> [Stored items]:
/---
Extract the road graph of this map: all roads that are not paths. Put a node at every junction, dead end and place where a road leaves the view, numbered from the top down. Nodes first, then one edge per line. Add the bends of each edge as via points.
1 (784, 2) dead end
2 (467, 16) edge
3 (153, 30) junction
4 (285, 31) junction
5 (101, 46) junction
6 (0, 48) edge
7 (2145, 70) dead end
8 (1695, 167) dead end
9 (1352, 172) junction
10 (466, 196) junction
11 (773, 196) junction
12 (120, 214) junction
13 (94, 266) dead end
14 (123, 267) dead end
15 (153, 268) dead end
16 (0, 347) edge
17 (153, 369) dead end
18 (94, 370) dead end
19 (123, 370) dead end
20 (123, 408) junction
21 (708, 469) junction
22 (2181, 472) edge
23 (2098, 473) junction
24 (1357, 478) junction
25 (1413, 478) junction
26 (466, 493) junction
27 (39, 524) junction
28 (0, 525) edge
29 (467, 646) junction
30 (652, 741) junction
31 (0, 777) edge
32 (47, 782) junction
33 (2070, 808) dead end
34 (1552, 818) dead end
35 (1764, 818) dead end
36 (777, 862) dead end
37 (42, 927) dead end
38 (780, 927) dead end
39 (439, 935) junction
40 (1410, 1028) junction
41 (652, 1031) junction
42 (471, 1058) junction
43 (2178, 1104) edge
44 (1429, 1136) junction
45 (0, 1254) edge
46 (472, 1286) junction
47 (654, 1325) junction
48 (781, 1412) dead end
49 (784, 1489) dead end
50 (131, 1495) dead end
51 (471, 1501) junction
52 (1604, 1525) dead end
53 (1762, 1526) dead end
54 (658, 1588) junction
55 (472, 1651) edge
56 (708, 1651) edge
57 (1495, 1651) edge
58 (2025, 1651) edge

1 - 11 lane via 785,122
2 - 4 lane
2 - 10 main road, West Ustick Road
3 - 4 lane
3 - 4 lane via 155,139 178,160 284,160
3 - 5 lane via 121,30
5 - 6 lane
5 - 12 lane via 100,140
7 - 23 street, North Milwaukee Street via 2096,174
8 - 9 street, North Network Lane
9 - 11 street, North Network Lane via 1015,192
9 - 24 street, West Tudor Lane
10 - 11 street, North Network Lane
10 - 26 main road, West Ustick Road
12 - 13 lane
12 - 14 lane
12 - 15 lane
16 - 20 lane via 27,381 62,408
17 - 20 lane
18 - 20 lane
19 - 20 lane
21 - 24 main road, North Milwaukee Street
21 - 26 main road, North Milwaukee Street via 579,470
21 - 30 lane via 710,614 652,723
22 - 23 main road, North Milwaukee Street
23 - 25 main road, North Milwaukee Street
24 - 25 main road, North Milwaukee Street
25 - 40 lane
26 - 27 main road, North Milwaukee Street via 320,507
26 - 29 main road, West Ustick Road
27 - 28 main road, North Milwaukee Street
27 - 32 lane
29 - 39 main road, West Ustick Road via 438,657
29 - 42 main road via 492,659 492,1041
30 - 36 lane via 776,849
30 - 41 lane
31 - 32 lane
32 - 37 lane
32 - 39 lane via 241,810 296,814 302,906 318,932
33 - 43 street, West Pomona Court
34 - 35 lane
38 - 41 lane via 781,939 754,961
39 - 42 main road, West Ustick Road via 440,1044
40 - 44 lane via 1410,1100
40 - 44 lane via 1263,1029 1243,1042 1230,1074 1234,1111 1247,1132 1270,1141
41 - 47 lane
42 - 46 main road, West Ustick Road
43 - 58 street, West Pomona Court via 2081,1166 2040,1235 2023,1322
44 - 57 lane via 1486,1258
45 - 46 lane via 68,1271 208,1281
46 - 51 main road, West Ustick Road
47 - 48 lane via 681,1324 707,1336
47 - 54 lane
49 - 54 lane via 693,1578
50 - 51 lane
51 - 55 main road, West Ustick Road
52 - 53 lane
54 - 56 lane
\---
Scan the records above for the string "Court", and copy every line where it turns up.

33 - 43 street, West Pomona Court
43 - 58 street, West Pomona Court via 2081,1166 2040,1235 2023,1322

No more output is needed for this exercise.